## [Instructions to follow]
Pick out each line with the word "Shahi" from the material that follows.

## [Dataset records]

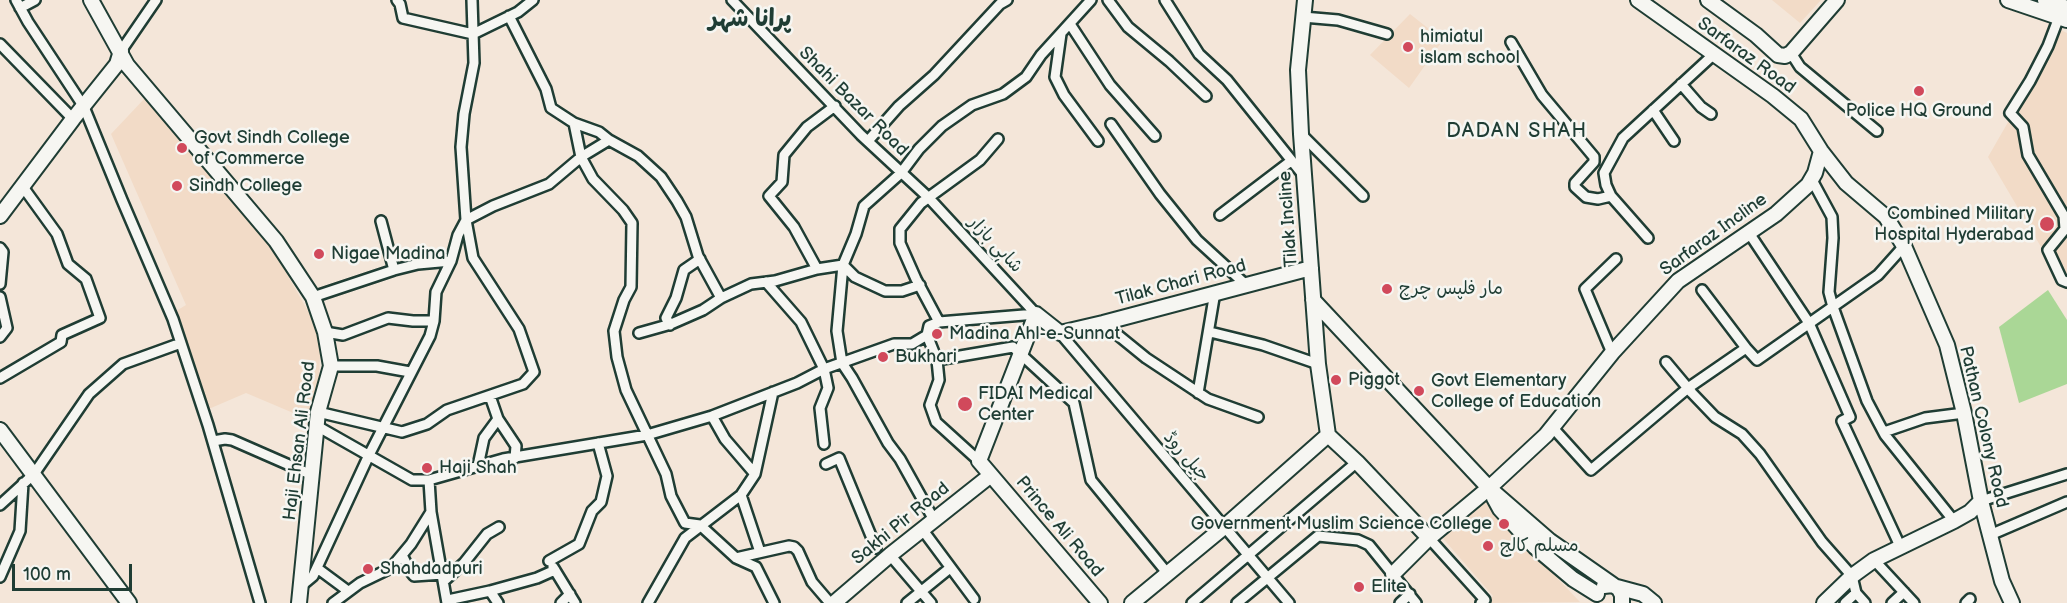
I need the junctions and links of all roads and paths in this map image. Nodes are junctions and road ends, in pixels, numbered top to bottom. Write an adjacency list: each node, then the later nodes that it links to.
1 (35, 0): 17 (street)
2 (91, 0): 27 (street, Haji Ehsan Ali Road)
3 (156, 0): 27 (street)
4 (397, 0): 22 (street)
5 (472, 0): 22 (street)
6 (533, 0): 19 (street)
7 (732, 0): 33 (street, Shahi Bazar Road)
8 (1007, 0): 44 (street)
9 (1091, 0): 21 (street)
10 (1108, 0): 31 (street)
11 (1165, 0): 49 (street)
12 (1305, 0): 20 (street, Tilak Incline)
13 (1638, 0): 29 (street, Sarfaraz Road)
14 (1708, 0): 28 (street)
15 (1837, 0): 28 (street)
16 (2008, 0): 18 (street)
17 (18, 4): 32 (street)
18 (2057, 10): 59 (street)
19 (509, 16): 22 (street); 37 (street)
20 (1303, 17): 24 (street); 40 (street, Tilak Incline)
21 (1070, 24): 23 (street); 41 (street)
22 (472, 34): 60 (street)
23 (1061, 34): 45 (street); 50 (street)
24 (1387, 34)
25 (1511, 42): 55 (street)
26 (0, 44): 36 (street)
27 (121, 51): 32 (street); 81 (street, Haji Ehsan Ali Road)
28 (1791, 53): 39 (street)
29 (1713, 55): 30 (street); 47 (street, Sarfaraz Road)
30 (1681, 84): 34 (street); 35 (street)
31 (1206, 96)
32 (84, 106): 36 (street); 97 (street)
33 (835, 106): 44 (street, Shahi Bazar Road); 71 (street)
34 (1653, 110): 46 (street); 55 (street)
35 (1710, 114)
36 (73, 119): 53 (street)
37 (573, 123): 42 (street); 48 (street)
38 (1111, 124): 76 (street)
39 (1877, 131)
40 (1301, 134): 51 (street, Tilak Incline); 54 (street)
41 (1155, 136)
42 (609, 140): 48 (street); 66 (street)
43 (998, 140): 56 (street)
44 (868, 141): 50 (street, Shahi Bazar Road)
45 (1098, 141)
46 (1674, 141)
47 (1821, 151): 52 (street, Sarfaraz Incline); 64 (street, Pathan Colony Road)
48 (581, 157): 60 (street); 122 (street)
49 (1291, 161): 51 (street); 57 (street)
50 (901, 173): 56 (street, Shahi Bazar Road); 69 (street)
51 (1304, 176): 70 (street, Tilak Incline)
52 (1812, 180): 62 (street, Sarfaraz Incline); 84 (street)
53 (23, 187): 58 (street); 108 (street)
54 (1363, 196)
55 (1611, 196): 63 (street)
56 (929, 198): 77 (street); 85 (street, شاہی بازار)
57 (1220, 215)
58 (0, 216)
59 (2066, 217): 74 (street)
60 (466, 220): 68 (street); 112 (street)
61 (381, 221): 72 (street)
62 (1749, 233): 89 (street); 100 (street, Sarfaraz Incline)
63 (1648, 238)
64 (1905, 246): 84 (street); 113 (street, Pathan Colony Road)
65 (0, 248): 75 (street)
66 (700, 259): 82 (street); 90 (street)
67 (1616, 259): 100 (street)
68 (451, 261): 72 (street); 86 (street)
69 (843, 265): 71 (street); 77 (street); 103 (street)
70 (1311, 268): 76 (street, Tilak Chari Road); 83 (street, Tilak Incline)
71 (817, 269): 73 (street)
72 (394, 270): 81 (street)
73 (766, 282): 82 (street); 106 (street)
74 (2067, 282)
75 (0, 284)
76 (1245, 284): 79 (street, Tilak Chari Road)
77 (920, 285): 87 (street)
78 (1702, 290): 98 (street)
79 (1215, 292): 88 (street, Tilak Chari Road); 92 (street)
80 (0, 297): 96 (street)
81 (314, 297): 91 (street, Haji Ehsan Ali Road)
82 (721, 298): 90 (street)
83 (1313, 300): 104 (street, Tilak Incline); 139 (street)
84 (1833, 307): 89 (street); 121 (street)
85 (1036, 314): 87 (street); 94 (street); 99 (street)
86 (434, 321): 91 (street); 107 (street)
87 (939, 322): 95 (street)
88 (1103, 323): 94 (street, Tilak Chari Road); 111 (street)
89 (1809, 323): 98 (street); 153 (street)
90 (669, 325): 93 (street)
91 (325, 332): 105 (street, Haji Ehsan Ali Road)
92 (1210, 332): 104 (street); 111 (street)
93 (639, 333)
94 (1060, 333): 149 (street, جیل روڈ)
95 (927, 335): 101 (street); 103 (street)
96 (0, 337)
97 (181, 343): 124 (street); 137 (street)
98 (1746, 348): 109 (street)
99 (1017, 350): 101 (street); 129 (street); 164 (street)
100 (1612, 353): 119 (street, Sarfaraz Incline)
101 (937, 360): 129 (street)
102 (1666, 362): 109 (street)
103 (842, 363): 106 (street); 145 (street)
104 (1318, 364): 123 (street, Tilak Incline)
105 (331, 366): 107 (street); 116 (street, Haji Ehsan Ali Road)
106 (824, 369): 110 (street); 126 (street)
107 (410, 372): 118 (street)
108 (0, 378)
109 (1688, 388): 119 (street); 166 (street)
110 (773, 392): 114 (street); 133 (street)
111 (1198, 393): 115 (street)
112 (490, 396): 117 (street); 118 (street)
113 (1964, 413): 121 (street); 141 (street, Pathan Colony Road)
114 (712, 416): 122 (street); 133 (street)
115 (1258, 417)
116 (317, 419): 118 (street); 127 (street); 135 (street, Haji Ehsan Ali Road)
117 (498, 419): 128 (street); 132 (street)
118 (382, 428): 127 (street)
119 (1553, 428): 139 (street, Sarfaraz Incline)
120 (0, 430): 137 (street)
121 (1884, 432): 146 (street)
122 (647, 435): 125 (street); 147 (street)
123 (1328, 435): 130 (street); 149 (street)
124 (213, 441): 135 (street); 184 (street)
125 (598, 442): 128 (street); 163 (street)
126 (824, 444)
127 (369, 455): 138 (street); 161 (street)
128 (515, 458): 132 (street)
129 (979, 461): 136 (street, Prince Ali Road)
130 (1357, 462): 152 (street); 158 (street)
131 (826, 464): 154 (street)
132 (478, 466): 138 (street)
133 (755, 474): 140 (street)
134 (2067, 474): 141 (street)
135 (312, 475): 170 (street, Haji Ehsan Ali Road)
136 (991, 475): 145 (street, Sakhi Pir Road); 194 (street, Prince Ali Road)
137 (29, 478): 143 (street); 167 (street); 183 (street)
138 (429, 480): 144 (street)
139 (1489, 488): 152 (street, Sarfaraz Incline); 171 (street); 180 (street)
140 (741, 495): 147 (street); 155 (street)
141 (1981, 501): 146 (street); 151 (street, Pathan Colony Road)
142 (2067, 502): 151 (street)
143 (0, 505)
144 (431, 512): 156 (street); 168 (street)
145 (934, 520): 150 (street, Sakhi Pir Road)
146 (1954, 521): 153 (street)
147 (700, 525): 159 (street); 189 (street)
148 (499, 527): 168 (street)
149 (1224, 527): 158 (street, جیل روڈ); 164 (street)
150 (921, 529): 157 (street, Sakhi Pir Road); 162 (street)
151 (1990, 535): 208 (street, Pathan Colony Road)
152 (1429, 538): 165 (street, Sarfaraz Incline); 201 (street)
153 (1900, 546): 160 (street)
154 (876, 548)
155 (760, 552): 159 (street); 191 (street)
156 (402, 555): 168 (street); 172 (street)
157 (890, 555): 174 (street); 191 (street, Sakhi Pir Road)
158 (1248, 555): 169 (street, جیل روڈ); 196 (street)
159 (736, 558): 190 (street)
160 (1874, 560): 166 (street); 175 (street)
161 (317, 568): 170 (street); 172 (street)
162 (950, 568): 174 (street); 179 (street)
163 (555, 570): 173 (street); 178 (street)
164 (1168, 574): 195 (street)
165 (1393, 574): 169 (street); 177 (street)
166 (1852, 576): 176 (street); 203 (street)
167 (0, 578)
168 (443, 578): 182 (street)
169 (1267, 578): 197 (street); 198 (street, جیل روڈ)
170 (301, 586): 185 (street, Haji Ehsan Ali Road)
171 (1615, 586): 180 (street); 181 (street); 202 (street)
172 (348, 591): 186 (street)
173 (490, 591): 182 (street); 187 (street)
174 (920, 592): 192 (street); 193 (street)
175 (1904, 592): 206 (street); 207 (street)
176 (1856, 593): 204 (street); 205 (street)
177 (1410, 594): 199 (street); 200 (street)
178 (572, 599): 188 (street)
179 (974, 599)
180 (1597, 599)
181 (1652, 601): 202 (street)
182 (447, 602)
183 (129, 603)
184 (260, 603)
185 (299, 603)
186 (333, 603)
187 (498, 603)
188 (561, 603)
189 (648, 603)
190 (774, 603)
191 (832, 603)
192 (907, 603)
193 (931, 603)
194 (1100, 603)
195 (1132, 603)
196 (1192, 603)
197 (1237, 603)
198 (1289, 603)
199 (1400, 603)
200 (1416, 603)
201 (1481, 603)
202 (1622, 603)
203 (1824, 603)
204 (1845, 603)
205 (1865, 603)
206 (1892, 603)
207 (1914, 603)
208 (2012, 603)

## [Written response]
7 (732, 0): 33 (street, Shahi Bazar Road)
33 (835, 106): 44 (street, Shahi Bazar Road); 71 (street)
44 (868, 141): 50 (street, Shahi Bazar Road)
50 (901, 173): 56 (street, Shahi Bazar Road); 69 (street)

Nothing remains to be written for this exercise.